*** Data to process Section Begins ***

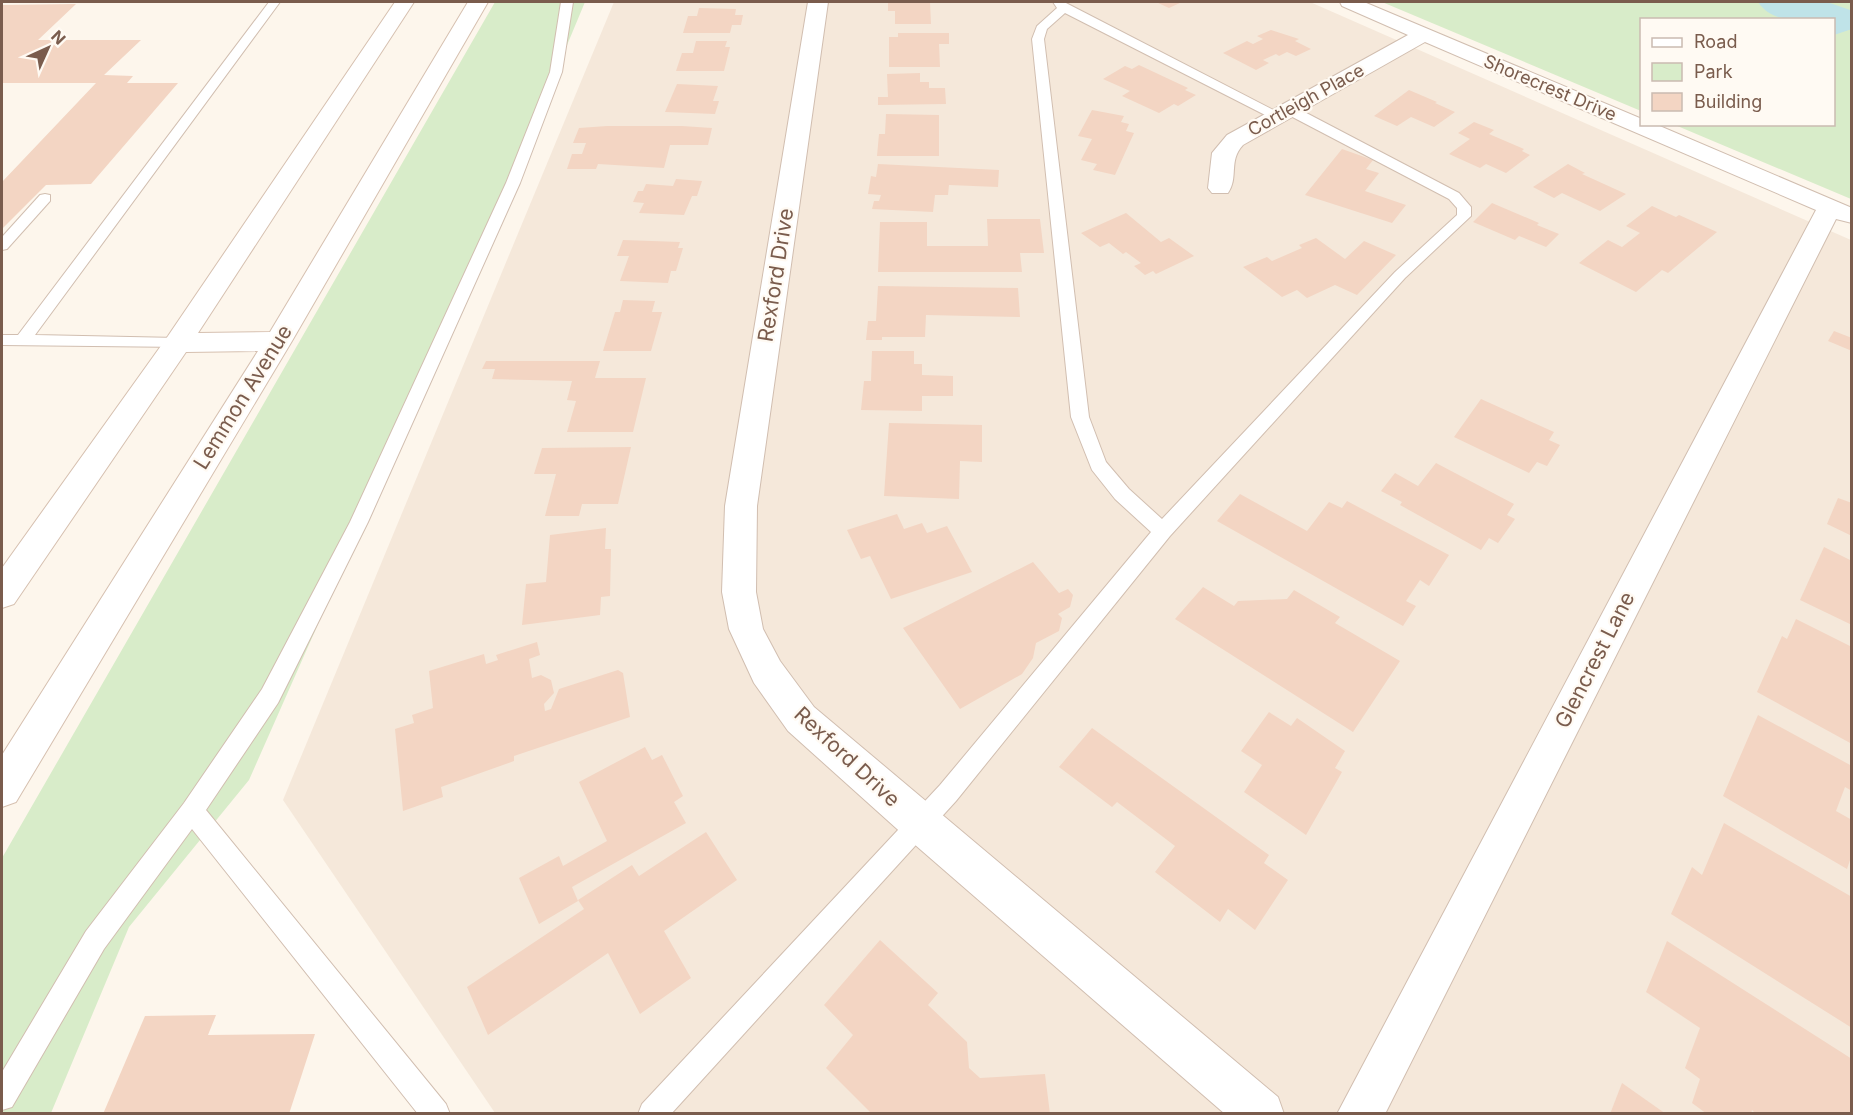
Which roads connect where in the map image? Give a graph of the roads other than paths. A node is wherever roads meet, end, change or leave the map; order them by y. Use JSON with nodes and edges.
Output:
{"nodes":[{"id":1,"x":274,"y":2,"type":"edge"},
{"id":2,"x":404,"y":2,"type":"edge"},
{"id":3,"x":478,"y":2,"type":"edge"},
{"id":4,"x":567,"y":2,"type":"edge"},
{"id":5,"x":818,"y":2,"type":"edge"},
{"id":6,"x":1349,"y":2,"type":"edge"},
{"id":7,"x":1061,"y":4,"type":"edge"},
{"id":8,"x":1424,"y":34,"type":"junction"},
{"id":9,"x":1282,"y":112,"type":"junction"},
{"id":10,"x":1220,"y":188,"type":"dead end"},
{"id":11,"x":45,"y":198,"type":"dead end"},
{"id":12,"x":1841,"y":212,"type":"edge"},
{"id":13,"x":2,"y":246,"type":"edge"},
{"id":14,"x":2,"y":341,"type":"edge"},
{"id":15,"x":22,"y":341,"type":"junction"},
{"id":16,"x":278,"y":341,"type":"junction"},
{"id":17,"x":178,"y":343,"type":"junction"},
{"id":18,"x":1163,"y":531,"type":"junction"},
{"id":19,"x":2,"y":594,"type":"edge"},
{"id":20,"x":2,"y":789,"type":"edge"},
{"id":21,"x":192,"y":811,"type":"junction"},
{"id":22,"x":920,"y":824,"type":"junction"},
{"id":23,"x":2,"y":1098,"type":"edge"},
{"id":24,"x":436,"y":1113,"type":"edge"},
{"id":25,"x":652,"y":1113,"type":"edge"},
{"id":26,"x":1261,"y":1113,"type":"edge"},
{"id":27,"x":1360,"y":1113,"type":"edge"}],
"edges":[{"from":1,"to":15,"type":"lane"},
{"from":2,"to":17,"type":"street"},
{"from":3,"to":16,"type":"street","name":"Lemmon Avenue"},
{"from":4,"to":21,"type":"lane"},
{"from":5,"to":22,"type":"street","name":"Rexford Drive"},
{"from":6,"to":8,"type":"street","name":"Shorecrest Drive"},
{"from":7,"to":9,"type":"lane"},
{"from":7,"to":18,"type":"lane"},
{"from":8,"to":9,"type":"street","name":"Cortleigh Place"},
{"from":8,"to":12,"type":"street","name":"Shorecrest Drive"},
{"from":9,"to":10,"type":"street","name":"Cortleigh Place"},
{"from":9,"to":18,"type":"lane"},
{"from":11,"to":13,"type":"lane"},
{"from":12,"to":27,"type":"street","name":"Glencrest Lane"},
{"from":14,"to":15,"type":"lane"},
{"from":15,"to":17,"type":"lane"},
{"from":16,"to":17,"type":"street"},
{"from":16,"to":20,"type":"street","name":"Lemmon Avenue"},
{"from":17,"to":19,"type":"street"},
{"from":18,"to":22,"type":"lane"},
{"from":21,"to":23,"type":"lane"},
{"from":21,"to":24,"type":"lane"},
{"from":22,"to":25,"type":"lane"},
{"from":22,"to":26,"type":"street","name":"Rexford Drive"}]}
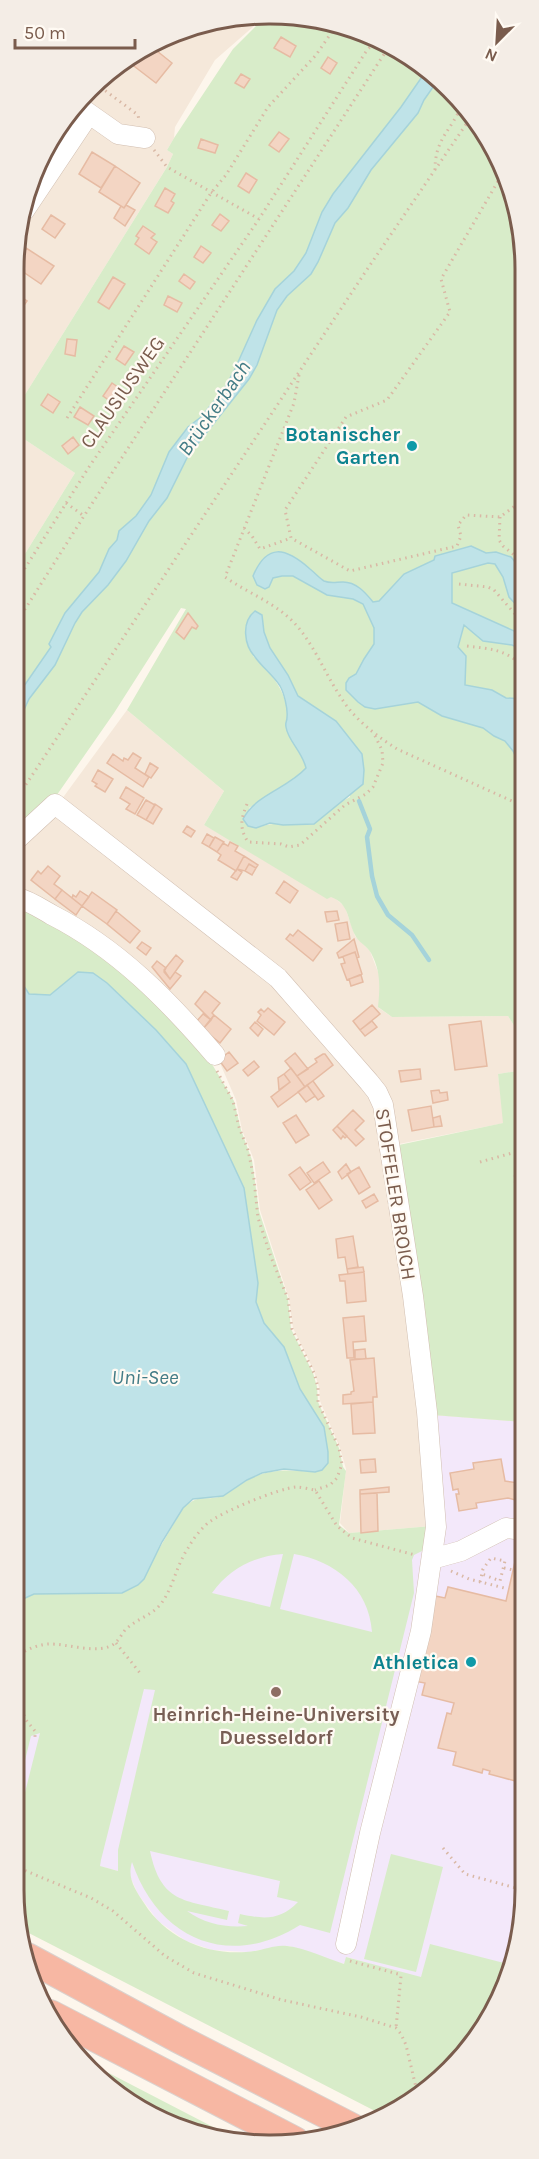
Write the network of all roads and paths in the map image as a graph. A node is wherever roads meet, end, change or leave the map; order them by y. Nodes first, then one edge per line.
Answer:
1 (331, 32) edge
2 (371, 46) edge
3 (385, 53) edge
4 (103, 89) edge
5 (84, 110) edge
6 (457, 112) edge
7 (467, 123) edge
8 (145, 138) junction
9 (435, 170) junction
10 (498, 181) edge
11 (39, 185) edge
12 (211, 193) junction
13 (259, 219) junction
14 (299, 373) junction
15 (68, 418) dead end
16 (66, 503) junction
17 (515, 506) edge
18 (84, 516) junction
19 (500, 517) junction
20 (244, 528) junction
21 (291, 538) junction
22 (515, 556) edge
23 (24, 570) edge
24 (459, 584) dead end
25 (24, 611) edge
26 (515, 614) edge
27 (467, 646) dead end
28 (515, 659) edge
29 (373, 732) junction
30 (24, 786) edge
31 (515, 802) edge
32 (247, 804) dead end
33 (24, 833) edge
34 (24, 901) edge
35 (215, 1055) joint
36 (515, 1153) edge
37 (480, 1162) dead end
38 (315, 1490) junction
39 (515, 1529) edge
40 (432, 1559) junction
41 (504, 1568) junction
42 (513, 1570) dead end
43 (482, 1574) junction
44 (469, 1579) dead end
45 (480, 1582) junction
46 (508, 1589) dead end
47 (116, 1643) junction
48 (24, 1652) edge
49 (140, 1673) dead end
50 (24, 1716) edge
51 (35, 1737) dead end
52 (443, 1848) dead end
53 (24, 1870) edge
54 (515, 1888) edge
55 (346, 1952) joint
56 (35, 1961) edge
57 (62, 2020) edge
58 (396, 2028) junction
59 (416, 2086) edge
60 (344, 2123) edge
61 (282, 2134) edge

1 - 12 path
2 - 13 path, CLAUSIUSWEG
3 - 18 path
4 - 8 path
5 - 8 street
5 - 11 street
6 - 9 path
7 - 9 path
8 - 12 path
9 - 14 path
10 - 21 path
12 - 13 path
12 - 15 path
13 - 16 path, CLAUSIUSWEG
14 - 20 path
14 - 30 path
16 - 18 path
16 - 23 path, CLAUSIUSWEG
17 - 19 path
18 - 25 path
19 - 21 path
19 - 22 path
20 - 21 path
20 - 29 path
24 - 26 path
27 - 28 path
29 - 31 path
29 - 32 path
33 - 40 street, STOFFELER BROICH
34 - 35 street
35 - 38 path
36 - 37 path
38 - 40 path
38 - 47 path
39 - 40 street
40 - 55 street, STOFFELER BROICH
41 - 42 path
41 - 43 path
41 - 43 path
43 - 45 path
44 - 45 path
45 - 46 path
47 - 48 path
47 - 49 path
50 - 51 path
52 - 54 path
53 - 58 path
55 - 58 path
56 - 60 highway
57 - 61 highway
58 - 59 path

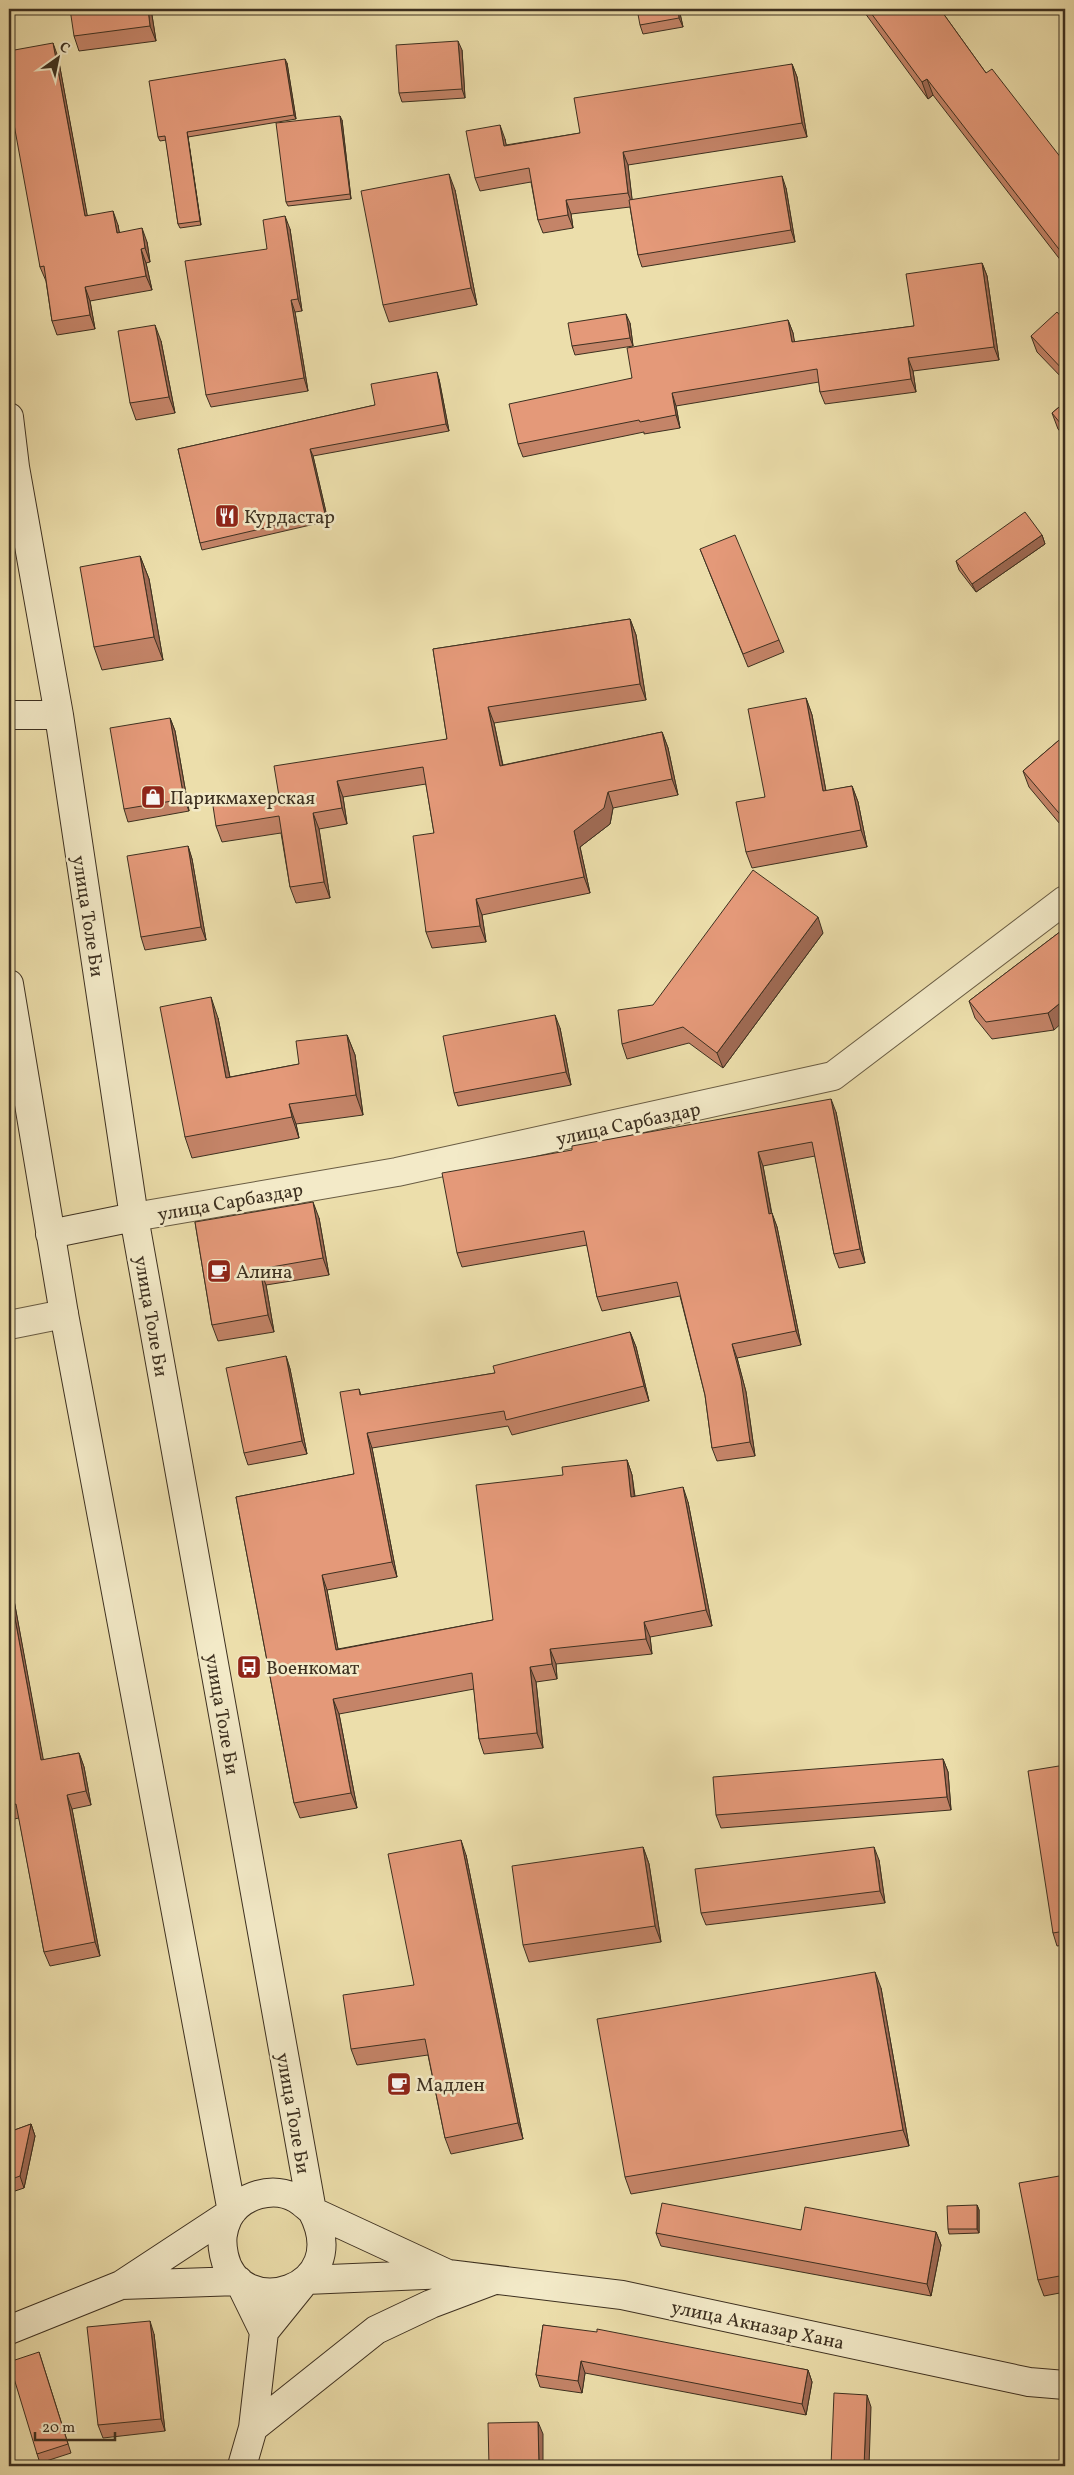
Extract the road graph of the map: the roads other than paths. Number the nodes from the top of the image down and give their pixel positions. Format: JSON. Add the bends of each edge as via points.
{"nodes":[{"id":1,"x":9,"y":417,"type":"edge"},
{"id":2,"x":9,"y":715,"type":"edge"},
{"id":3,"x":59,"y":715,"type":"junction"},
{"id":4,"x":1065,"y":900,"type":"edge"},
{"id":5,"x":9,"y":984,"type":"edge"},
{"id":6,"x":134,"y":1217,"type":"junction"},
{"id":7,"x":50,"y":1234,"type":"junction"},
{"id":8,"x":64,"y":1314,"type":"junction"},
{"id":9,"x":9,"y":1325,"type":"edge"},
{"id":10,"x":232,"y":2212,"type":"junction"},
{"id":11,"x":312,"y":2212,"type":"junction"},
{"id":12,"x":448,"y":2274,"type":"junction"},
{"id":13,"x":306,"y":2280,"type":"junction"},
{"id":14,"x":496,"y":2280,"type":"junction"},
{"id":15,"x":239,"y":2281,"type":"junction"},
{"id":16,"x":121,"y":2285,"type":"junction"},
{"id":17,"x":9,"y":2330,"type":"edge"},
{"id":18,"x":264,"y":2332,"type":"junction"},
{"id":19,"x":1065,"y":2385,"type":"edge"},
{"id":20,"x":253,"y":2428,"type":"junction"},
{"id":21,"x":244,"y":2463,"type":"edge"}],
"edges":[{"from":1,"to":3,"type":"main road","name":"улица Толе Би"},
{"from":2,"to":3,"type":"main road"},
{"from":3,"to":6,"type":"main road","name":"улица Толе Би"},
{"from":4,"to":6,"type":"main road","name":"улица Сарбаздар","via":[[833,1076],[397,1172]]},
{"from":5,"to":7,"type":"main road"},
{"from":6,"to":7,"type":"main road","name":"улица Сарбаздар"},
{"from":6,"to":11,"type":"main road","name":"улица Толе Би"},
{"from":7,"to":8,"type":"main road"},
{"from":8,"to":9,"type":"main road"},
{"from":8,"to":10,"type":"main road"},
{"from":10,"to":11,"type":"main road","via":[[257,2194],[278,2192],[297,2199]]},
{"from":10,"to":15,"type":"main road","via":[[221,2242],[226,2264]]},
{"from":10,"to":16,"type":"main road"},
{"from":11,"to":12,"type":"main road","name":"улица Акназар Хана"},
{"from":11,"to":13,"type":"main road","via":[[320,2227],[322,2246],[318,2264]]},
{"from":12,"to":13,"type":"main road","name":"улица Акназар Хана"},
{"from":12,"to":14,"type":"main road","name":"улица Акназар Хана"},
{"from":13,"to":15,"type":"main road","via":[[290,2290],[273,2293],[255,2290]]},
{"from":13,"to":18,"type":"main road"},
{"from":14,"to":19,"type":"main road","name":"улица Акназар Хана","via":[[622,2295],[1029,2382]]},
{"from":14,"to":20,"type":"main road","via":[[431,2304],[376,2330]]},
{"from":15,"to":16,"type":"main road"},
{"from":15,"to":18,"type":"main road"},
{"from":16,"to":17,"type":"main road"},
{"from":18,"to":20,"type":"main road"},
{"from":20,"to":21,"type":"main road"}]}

*** Data to process Section Ends ***

**What you need to do:** Copy out all lines above holding "Shorecrest".

**Response area:**
{"from":6,"to":8,"type":"street","name":"Shorecrest Drive"},
{"from":8,"to":12,"type":"street","name":"Shorecrest Drive"},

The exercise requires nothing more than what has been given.